Hello from the Struggle Bus. This has been a weird week for me, as I’ve decided I need to take a break from two of my greatest and most enjoyable vices, wine and Instagram; although, one has absolutely nothing to do with the other. Allow me to explain…
As far as Instagram goes, in a nutshell, the censorship happening on both Facebook and Instagram right now is really pissing me off. I have been seeing various boudoir photographers complaining on Facebook recently about being “shadowbanned” on Instagram, but I wasn’t really sure if that was a real thing. Well, I found out this week that it is DEFINITELY a real thing, because it has now happened to me.
Being shadowbanned means that Instagram severely limits the number of people who can see your photos by essentially making you invisible to anyone who searches the hashtags you’re using, and pretty much the only people who can see your photos are those who are already following you. For someone like me, who has been working really hard at becoming more integrated into the film photography community, being shadowbanned is like having a door of opportunity slammed in your face.

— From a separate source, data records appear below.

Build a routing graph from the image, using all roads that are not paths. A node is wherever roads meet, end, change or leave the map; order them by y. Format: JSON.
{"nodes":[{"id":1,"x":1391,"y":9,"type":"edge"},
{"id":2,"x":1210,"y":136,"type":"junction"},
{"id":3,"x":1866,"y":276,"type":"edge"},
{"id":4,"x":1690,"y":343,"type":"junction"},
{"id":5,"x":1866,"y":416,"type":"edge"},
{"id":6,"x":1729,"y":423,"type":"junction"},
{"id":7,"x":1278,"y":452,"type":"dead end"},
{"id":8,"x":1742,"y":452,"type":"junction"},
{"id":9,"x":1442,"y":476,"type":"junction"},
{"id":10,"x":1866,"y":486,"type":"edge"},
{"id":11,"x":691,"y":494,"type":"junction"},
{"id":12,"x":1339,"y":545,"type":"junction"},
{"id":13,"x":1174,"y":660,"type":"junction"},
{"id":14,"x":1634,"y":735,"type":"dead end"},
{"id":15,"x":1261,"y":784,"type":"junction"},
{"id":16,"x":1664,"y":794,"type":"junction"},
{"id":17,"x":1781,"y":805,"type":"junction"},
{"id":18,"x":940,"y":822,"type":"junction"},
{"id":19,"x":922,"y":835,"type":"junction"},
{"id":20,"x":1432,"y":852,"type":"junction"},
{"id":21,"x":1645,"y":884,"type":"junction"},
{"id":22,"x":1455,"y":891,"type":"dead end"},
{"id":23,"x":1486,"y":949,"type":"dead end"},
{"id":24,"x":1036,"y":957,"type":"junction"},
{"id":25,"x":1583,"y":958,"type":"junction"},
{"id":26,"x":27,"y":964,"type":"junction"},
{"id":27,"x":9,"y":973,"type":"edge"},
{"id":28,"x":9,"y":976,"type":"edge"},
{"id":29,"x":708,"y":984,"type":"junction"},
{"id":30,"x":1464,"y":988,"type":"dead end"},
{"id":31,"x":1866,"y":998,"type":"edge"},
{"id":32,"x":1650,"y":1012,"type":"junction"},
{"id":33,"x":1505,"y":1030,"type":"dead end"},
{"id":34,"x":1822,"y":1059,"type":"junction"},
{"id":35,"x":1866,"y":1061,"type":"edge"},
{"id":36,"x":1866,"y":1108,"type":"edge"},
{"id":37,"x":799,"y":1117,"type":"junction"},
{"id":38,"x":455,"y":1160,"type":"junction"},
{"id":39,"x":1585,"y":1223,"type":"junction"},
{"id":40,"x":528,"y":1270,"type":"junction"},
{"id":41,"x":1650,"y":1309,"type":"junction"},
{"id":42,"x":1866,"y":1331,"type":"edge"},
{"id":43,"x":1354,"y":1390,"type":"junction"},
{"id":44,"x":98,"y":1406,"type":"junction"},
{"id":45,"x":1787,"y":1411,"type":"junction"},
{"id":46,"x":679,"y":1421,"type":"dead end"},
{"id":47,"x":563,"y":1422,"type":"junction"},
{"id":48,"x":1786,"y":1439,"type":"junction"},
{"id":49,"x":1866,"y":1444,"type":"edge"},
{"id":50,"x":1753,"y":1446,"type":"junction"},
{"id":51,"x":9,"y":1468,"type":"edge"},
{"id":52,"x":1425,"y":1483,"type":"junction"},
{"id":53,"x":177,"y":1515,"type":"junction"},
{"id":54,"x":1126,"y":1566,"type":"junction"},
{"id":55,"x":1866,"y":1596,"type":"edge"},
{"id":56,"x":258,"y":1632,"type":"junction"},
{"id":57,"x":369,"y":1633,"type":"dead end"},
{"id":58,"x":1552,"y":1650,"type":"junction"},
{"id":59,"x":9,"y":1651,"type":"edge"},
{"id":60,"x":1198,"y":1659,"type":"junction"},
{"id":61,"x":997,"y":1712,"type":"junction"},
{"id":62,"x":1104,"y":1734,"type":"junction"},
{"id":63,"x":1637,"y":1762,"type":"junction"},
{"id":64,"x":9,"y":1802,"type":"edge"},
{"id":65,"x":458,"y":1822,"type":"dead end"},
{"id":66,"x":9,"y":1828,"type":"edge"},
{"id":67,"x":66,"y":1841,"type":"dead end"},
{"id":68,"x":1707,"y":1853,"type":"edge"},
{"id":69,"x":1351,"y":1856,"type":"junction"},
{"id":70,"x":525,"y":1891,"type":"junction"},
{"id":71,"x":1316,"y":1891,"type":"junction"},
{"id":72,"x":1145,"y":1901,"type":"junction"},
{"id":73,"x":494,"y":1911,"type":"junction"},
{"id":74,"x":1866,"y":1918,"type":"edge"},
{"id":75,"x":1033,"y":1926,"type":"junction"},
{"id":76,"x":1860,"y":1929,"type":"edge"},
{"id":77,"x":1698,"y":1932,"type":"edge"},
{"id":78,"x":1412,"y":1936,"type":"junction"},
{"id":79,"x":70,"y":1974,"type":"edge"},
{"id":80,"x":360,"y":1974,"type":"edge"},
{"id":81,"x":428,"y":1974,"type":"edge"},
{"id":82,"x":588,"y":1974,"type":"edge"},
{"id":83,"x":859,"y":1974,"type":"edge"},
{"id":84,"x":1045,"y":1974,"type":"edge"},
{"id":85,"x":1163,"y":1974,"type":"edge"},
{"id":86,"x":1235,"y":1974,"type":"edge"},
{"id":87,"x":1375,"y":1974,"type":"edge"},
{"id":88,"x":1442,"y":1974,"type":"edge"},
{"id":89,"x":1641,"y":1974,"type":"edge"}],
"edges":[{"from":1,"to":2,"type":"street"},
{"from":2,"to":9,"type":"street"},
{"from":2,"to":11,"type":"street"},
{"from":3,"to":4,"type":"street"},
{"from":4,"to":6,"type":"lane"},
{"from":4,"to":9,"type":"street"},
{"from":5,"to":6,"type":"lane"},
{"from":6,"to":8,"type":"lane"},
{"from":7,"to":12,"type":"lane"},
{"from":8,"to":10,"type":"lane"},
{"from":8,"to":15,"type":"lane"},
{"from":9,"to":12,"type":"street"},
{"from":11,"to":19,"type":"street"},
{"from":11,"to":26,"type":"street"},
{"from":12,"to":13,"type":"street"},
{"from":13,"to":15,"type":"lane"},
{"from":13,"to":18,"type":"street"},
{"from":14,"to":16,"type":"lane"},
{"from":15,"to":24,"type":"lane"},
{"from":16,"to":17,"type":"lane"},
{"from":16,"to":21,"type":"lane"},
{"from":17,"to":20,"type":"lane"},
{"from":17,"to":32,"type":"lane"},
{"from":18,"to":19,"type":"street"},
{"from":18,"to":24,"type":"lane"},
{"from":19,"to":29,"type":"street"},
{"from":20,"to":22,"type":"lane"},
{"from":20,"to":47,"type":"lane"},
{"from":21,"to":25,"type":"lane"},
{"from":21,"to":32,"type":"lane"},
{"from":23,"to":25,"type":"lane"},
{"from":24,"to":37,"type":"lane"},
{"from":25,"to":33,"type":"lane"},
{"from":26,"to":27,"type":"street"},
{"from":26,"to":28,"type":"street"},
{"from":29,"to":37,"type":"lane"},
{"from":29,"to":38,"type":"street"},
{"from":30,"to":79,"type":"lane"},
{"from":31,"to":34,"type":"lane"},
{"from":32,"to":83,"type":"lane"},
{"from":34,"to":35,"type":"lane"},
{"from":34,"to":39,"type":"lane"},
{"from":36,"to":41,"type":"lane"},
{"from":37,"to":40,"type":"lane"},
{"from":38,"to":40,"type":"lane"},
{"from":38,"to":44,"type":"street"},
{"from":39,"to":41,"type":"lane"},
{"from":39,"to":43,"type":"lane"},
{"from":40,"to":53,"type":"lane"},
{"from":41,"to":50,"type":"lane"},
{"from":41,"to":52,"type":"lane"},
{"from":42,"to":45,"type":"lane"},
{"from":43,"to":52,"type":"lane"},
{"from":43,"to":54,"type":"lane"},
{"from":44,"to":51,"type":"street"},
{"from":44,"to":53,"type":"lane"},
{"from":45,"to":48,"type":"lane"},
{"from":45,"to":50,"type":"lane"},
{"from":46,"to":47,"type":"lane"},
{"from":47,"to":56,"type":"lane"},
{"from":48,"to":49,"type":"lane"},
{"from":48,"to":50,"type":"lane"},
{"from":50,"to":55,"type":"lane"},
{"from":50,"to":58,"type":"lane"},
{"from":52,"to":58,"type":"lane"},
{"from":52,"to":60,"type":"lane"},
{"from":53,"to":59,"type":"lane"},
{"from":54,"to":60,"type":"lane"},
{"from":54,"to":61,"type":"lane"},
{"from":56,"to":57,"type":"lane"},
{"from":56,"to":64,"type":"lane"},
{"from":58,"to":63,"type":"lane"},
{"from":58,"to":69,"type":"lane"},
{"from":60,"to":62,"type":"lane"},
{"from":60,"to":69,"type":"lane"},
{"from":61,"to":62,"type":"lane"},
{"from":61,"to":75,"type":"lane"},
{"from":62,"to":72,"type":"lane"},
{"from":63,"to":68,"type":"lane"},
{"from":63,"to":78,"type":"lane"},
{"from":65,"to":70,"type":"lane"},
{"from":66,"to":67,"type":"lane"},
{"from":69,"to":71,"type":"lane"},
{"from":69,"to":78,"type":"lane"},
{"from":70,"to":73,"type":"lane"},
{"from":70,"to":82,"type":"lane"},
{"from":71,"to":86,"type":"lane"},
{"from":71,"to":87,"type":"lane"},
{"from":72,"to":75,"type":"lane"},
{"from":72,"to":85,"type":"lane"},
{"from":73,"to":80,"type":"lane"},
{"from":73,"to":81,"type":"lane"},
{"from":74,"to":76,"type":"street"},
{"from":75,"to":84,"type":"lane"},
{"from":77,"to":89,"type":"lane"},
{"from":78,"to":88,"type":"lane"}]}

The photo posted above is one of two images that were shadowbanned this week, and I know this because I’ve checked the Recent tab of the hashtags I used, and my photos did not show up under those hashtags at all, which explains the decreased number of likes/comments I received on those photos. It’s not that my ego depends upon the number of likes my posts receives. (I’d have very low self-esteem if that were the case!) The reason this sucks is because, in my effort to network within the film community, I’ve been making it a point to click on everyone who likes my photos and returning the favor. This has resulted in me gaining several new followers since the beginning of the year, as well as introducing me to many new amazing film photographers. So, the fact that Instagram has made it so that new people cannot even find my photos through hashtag searches has really bummed me out.
I’ve tried searching online for advice about what I can do, and pretty much the only thing I’ve read is that it’s sometimes helpful to take a break from Instagram if you find that you’re being shadowbanned. So, I guess that’s what I’m going to have to do, and it completely sucks.
As for me cutting back on wine, as I said before, that’s a completely separate decision from my Instagram hiatus. The reason I’ve decided to cut back on wine is because, well….I’m not going to church it up. I drink wine every single night, and I have for about the past ten years. My average nightly consumption is around 2-3 glasses, but I’ve been known to make an entire bottle disappear, too. To be clear, though, I am not an alcoholic. And I say that as the former wife of an alcoholic. I just genuinely LOVE wine, and over the years it has just become my nightly routine. I get home from work, pour a glass of wine to unwind, drink another glass at dinner, and then sometimes drink another glass while watching my shows before bed. During the rare nights that I did not drink wine for whatever reason, I found myself feeling very bored and I really missed my usual nighttime routine.
Well, I had a bit of an epiphany earlier this week. I calculated how many calories I consume in wine on a nightly basis, and it was around 300-500 calories. Then, I Googled, “How much weight will I lose if I cut out 500 calories per day,” and every result that came back said that I could easily lose one pound per week with a 500 calorie per day deficit. Now, I know that probably seems like common sense to just about everyone else on the planet, but for me, reading that in black and white was a HUGE eye-opener.
So, I’ve decided to challenge myself to seriously cut back on wine consumption, and I started this challenge last Tuesday, the day after my 42nd birthday. Originally, my plan was to cut back to drinking every other night, but I’ve decided I can do better than that. I’m going to try cutting back to only drinking on the weekends (Saturday and Sunday nights), and I’m happy to report that tonight is my forth night in a row of sobriety.
It hasn’t been too difficult, but it hasn’t been super easy, either. Each night, I’ve felt like I have a little devil and a little angel on my shoulders. The little devil goes, “Why are you depriving yourself of something you love? It’s not like you’re an alcoholic. You genuinely enjoy drinking wine! What’s the point of losing weight if you’re no longer enjoying your life?” It’s a pretty strong argument, you have to admit. However, as soon as I feel myself caving in to the little devil, the little angel goes, “Are you really going to give up on your goal that easily? It’s only been a few days! Are you really that weak-minded? Aren’t you even a little curious about whether or not you’ll feel better if you cut back on wine?” So far, the little angel is winning, but it’s also still only Week One.
Seriously, guys. Please wish me luck and mental strength to stick with this, because I really am curious to see how different I will feel if I’m able to cut back to drinking only on the weekends after so many years of drinking wine every single night. I’m sincerely hoping that the first week is the most difficult and that it will get easier from here.